Work task
The listing that follows must be retyped in full, exactly.

[Start of section]

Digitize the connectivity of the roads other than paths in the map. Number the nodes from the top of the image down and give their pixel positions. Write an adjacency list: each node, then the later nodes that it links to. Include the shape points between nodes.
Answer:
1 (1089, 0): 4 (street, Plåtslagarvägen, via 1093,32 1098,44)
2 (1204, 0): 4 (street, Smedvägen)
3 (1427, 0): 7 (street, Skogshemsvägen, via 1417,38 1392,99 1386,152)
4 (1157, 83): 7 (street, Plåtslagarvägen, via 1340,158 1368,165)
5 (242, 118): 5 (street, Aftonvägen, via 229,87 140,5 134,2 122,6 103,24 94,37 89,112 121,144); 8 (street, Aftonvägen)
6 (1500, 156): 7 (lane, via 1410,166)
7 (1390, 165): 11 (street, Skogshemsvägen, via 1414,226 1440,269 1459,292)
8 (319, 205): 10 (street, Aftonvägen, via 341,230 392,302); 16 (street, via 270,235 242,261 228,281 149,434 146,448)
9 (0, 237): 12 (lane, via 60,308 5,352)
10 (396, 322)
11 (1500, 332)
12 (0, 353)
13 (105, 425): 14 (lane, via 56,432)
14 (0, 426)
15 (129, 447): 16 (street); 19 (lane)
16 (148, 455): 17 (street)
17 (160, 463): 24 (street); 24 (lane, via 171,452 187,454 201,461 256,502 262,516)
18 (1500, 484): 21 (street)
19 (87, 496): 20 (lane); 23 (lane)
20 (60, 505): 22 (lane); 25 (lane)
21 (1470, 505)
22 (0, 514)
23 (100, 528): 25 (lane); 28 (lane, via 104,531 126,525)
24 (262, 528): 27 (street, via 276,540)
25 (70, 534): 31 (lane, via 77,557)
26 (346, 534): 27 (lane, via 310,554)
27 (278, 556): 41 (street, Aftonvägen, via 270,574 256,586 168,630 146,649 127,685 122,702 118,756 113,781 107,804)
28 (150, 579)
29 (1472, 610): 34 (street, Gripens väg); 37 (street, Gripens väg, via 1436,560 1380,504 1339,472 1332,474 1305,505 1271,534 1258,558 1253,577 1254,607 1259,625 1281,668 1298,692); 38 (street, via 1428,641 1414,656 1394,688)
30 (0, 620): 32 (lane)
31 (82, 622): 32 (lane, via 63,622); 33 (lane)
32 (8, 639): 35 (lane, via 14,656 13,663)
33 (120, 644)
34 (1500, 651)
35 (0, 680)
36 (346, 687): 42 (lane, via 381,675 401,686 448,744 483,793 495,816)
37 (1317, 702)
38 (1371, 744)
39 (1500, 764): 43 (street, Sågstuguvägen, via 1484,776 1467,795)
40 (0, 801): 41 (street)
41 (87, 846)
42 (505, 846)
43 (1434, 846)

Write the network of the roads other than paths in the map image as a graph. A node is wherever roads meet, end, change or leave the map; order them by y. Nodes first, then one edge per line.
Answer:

[End of section]

Exercise result
Digitize the connectivity of the roads other than paths in the map. Number the nodes from the top of the image down and give their pixel positions. Write an adjacency list: each node, then the later nodes that it links to. Include the shape points between nodes.
Answer:
1 (1089, 0): 4 (street, Plåtslagarvägen, via 1093,32 1098,44)
2 (1204, 0): 4 (street, Smedvägen)
3 (1427, 0): 7 (street, Skogshemsvägen, via 1417,38 1392,99 1386,152)
4 (1157, 83): 7 (street, Plåtslagarvägen, via 1340,158 1368,165)
5 (242, 118): 5 (street, Aftonvägen, via 229,87 140,5 134,2 122,6 103,24 94,37 89,112 121,144); 8 (street, Aftonvägen)
6 (1500, 156): 7 (lane, via 1410,166)
7 (1390, 165): 11 (street, Skogshemsvägen, via 1414,226 1440,269 1459,292)
8 (319, 205): 10 (street, Aftonvägen, via 341,230 392,302); 16 (street, via 270,235 242,261 228,281 149,434 146,448)
9 (0, 237): 12 (lane, via 60,308 5,352)
10 (396, 322)
11 (1500, 332)
12 (0, 353)
13 (105, 425): 14 (lane, via 56,432)
14 (0, 426)
15 (129, 447): 16 (street); 19 (lane)
16 (148, 455): 17 (street)
17 (160, 463): 24 (street); 24 (lane, via 171,452 187,454 201,461 256,502 262,516)
18 (1500, 484): 21 (street)
19 (87, 496): 20 (lane); 23 (lane)
20 (60, 505): 22 (lane); 25 (lane)
21 (1470, 505)
22 (0, 514)
23 (100, 528): 25 (lane); 28 (lane, via 104,531 126,525)
24 (262, 528): 27 (street, via 276,540)
25 (70, 534): 31 (lane, via 77,557)
26 (346, 534): 27 (lane, via 310,554)
27 (278, 556): 41 (street, Aftonvägen, via 270,574 256,586 168,630 146,649 127,685 122,702 118,756 113,781 107,804)
28 (150, 579)
29 (1472, 610): 34 (street, Gripens väg); 37 (street, Gripens väg, via 1436,560 1380,504 1339,472 1332,474 1305,505 1271,534 1258,558 1253,577 1254,607 1259,625 1281,668 1298,692); 38 (street, via 1428,641 1414,656 1394,688)
30 (0, 620): 32 (lane)
31 (82, 622): 32 (lane, via 63,622); 33 (lane)
32 (8, 639): 35 (lane, via 14,656 13,663)
33 (120, 644)
34 (1500, 651)
35 (0, 680)
36 (346, 687): 42 (lane, via 381,675 401,686 448,744 483,793 495,816)
37 (1317, 702)
38 (1371, 744)
39 (1500, 764): 43 (street, Sågstuguvägen, via 1484,776 1467,795)
40 (0, 801): 41 (street)
41 (87, 846)
42 (505, 846)
43 (1434, 846)

Write the network of the roads other than paths in the map image as a graph. A node is wherever roads meet, end, change or leave the map; order them by y. Nodes first, then one edge per line.
Answer:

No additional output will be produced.